個人事業主の、クレジットカードを使った際の会計処理についてです。
どうも、ファイナンシャルプランナー兼フリーランスのシャチ公です。私は以前、個人事業主として店舗経営をしていました。その際、青色申告をしていたのですが、当初帳簿を付ける際に疑問に思ったのが、クレジットカードの会計処理です。クレジットカードを使った時と実際に引き落とされた時、それぞれどのような会計処理を行えば良いのでしょうか。そこで今回は、クレジットカード会計処理の仕方について紹介します。
クレジットカードの利用について
通常、現金で消耗品の買い物を行った場合には、下記のように1回の決済だけでOKです。
(借方)消耗品費:1000円 ー(貸方)現金:1000円
ところが、クレジットカードを使って買い物をした場合、会計処理が2回必要になります。というのも、買い物時にカード決済を行った時と1ヵ月分の利用額が引き落としされる時の2回があるからです。それぞれ会計処理をする必要があるため、通常の買い物に比べて、やや複雑です。なお、クレジットの利用額が引き落としされる時にだけ会計処理することもできますが、そうすると年末が厄介です。たとえば、12月にクレジットで消耗品を買い物をした場合、消耗品自体は12月に手に入りますが、実際にお金を支払うのは1月か2月ということになります。そうなると、期をまたぐことになってしまい、実態とかけ離れてしまうことがあるためです。そのため、基本的には、買い物をした時に1回、カードの利用額が引き落としされる時に1回、合わせて2回帳簿を付けるのが良いといえます。
また、クレジットカードを使って事業用の買い物を行う頻度が多い場合には、事業用のクレジットカードと銀行口座を作っておいた方が良いでしょう。プライベートのクレジットカードや銀行口座を混同して使うと仕訳がややこしくなりますし、管理も面倒になります。完全に使い分けることが、賢い会計処理につながるといえます。
クレジットカードの会計処理
まず、クレジットカードを利用して消耗品を買い物した時の会計処理は次の通りです。
(借方)消耗品費:1000円 ー (貸方)未払金:1000円
クレジットカードを使ったときの会計処理のポイントとしては、「未払金」という科目を使って仕訳することです。未払金とは、その名の通り、まだ払っていないお金のことです。クレジットカードは後日引き落としされる訳なので、カードを利用して買い物をしたタイミングではお金をまだ払っていないことになりますから、未払金として処理します。この処理は、カードを使って買い物をする都度、毎回必要になります。

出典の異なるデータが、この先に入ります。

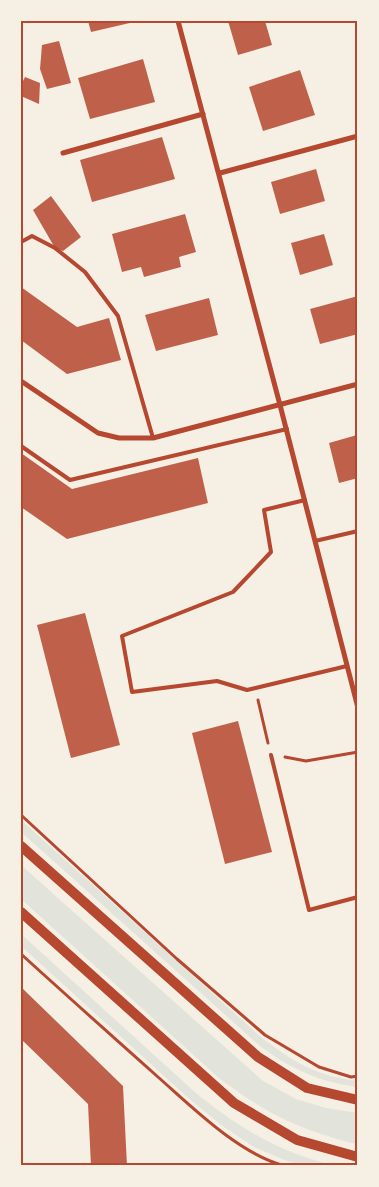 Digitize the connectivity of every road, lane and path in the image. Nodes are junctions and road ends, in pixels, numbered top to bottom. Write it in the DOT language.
graph roads {
  1 [pos="178,21"];
  2 [pos="204,114"];
  3 [pos="358,136"];
  4 [pos="63,153"];
  5 [pos="220,173"];
  6 [pos="21,242"];
  7 [pos="21,381"];
  8 [pos="358,384"];
  9 [pos="280,405"];
  10 [pos="287,429"];
  11 [pos="153,438"];
  12 [pos="21,446"];
  13 [pos="305,500"];
  14 [pos="358,531"];
  15 [pos="315,541"];
  16 [pos="347,666"];
  17 [pos="255,688"];
  18 [pos="358,708"];
  19 [pos="358,752"];
  20 [pos="270,755"];
  21 [pos="21,815"];
  22 [pos="21,846"];
  23 [pos="358,897"];
  24 [pos="21,912"];
  25 [pos="21,954"];
  26 [pos="358,1076"];
  27 [pos="358,1100"];
  28 [pos="358,1157"];
  29 [pos="285,1166"];
  1 -- 2 [label="street"];
  2 -- 4 [label="street"];
  2 -- 5 [label="street"];
  3 -- 5 [label="street"];
  5 -- 9 [label="street"];
  6 -- 11 [label="lane"];
  7 -- 11 [label="street"];
  8 -- 9 [label="street"];
  9 -- 10 [label="street"];
  9 -- 11 [label="street"];
  10 -- 12 [label="lane"];
  10 -- 13 [label="street"];
  13 -- 15 [label="street"];
  13 -- 17 [label="lane"];
  14 -- 15 [label="lane"];
  15 -- 16 [label="street"];
  16 -- 17 [label="lane"];
  16 -- 18 [label="street"];
  17 -- 20 [label="path"];
  19 -- 20 [label="path"];
  20 -- 23 [label="lane"];
  21 -- 26 [label="path"];
  22 -- 27 [label="main road"];
  24 -- 28 [label="main road"];
  25 -- 29 [label="path"];
}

そして、後日、銀行口座からクレジットカードの利用額が引き落としされた時には、次のような会計処理を行います。
(借方)未払金:1000円 ― (貸方)普通預金:1000円
実際は、1ヵ月分まとめて引き落とされるのでもっと大きな額になると思いますが、その場合でも、引き落としの合計額をそのまま1回だけ処理すれば大丈夫です。
個人のクレジットカードを利用した場合
クレジットカードを使った仕訳といっても、様々なパターンがあります。たとえば、プライベート用のクレジットカードを使用して、個人事業用の経費を使った場合には、以下のような仕訳になります。
(借方)消耗品費:1000円 ― (貸方)事業主借:1000円
個人のクレジットカードを利用した場合、2度会計処理を行う必要はありません。「事業主借」とは、事業主の個人的なお財布から事業用のお財布にお金を入れた、ということを意味する科目です。クレジットカードを使った場合でも、現金で支払った場合でも、プライベートの財布から出したものはすべてこの仕訳で問題ありません。その後引き落としされる時にも、会計処理をしたり資金の移動をしたりする必要はありません。
事業用のクレジットカードで個人の買い物をした場合
クレジットカードの仕訳で押さえておきたいもう1つが、事業用のクレジットカードを使って、プライベートのものを購入してしまった場合です。この場合、まず買い物をした時には会計処理を行う必要はありません。銀行口座から利用額が引き落とされる時に、以下のような仕訳を行います。
(借方)事業主貸:1000円 ― (貸方)普通預金:1000円
「事業主貸」とは、事業主借と逆の考え方で、事業用のお財布から個人のお財布にお金を移した、ということを意味する科目です。買い物したタイミングで決済する必要はありませんが、事業用の口座から引き落とされるタイミングで仕訳をする必要があります。なお、この時1カ月分の引き落としが行われると思いますが、事業用の買い物とプライベート用の買い物が混在している場合、決済時に未払金で処理した事業用の経費は、借方「未払金」で処理し、決済時に処理をしないプライベート用の買い物は、借方「事業主貸」で処理します。
以上、個人事業主の会計について、クレジットカードの会計処理の仕方を紹介しました。青色申告のための帳簿付けは大変ですが、ぜひ参考にしてみてください。